Собака, не видя человека, вошла в сарай и понюхала заднюю ногу лошади. Потом она зарычала, впилась пастью в мясо и вырвала себе говядину. Оба глаза лошади забелели в темноте, она поглядела ими обоими и переступила ногами шаг вперед, не забыв еще от чувства боли жить.
— Может, ты в колхоз пойдешь? Ступай тогда, а я подожду, — сказал хозяин двора.
Он взял клок сена из угла и поднес лошади ко рту. Глазные места у кобылы стали темными, она уже смежила последнее зрение, но еще чуяла запах травы, потому что ноздри ее шевельнулись и рот распался надвое, хотя жевать не мог. Жизнь ее уменьшалась все дальше, сумев дважды возвратиться на боль и еду. Затем ноздри ее уже не повелись от сена, и две новые собаки равнодушно отъедали ногу позади, но жизнь лошади еще была цела
— она лишь беднела в дальней нищете, делилась все более мелко и не могла утомиться.
Снег падал на холодную землю, собираясь остаться в зиму; мирный покров застелил на сон грядущий всю видимую землю, только вокруг хлевов снег растаял и земля была черна, потому что теплая кровь коров и овец вышла из-под огорож наружу и летние места оголились. Ликвидировав весь последний дышащий живой инвентарь, мужики стали есть говядину и всем домашним также наказывали ее кушать; говядину в то краткое время ели, как причастие, — есть никто не хотел, но надо было спрятать плоть родной убоины в свое тело и сберечь ее там от обобществления. Иные расчетливые мужики давно опухли от мясной еды и ходили тяжко, как двигающиеся сараи; других же рвало беспрерывно, но они не могли расстаться со скотиной и уничтожали ее до костей, не ожидая пользы желудка. Кто вперед успел поесть свою живность или кто отпустил ее в колхозное заключение, тот лежал в пустом гробу и жил в нем, как на тесном дворе, чувствуя огороженный покой.

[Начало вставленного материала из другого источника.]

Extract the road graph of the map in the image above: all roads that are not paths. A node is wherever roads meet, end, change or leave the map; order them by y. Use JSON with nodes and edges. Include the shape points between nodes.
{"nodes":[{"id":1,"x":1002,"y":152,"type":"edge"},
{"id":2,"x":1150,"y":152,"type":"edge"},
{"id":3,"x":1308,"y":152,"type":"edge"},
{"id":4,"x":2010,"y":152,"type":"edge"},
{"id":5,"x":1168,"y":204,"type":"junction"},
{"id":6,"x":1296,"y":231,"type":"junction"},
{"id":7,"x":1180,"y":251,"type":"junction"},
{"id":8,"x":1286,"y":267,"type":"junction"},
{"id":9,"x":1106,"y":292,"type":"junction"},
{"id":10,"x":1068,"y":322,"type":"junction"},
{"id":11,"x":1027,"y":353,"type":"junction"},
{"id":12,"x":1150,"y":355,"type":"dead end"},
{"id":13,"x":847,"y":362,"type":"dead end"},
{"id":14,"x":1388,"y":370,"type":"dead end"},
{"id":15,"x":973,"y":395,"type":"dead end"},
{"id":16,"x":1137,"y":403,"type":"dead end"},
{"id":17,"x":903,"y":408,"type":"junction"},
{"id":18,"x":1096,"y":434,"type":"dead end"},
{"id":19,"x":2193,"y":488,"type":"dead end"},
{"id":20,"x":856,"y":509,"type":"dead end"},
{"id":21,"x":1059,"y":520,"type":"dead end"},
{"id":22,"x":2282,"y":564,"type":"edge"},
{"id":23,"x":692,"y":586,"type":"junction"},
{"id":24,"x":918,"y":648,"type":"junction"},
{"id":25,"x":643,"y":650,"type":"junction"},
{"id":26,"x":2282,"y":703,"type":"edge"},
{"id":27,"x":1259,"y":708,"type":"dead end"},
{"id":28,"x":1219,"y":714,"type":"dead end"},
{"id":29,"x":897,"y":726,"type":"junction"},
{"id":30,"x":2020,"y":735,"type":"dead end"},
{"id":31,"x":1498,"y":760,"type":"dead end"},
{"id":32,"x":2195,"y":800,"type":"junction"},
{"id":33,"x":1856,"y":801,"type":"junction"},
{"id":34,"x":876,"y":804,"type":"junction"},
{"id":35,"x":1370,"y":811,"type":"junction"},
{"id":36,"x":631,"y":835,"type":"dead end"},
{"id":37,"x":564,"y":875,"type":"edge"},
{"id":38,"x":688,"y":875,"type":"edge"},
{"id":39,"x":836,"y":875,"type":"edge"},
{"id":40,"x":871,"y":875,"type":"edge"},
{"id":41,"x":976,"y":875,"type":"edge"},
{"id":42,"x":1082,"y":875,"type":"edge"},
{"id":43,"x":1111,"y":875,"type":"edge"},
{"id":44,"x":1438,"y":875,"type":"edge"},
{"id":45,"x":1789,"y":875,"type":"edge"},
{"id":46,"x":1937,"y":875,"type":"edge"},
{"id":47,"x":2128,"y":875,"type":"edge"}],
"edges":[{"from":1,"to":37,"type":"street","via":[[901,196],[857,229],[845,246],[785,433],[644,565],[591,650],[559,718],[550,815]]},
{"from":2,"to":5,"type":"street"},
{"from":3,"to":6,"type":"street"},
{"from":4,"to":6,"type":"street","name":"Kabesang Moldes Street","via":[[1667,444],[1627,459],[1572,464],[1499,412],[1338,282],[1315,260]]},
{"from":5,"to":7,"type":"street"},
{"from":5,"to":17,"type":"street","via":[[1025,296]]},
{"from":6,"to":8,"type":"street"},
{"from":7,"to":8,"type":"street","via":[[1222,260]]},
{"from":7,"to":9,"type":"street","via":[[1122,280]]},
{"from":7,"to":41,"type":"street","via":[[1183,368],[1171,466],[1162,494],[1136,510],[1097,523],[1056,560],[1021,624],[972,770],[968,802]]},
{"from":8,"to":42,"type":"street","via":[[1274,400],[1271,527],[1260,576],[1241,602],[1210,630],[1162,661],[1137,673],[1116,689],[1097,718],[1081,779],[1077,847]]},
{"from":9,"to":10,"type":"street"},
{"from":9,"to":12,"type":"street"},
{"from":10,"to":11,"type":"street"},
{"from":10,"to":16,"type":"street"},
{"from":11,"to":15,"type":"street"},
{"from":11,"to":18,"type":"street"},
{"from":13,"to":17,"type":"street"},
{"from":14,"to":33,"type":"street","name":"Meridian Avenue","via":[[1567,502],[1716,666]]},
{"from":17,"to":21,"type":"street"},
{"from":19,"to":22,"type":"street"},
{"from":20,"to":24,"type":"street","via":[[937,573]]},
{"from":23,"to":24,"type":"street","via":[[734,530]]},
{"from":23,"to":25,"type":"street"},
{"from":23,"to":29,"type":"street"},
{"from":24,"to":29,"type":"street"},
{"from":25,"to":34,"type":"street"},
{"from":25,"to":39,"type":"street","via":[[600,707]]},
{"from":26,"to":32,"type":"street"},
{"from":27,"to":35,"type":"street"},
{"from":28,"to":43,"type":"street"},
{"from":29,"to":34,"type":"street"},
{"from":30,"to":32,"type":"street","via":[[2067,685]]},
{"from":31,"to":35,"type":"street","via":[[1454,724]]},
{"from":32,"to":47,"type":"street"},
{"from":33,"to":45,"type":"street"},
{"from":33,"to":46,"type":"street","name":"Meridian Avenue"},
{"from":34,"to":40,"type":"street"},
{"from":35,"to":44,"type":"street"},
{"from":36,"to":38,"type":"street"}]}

Чиклин оставил заготовку плота в такую ночь. Вощев тоже настолько ослабел телом без идеологии, что не мог поднять топора и лег в снег: все равно истины нет на свете или, быть может, она и была в каком-нибудь растении или в героической твари, но шел дорожный нищий и съел то растение или растоптал гнетущуюся низом тварь, а сам умер затем в осеннем овраге, и тело его выдул ветер в ничто.
Активист видел с Оргдвора, что плот не готов; однако он должен был завтрашним утром отправить в район пакет с итоговым отчетом, поэтому дал немедленный свисток к общему учредительному собранию. Народ выступил со дворов на этот звук и всем неорганизованным еще составом явился на площадь Оргдвора. Бабы уже не плакали и высохли лицом, мужики тоже держались самозабвенно, готовые организоваться навеки. Приблизившись друг к другу, люди стали без слова всей середняцкой гущей и загляделись на крыльцо, на котором находился активист с фонарем в руке, — от этого собственного света он не видел разной мелочи на лицах людей, но зато его самого наблюдали все с ясностью.
— Готовы, что ль? — спросил активист.
— Подожди, — сказал Чиклин активисту. — Пусть они попрощаются до будущей жизни.
Мужики было приготовились к чему-то, но один из них произнес в тишине:
— Дай нам еще одно мгновенье времени!
И сказав последние слова, мужик обнял соседа, поцеловал его трижды и попрощался с ним.
— Прощай, Егор Семеныч!
— Не в чем, Никанор Петрович: ты меня тоже прости.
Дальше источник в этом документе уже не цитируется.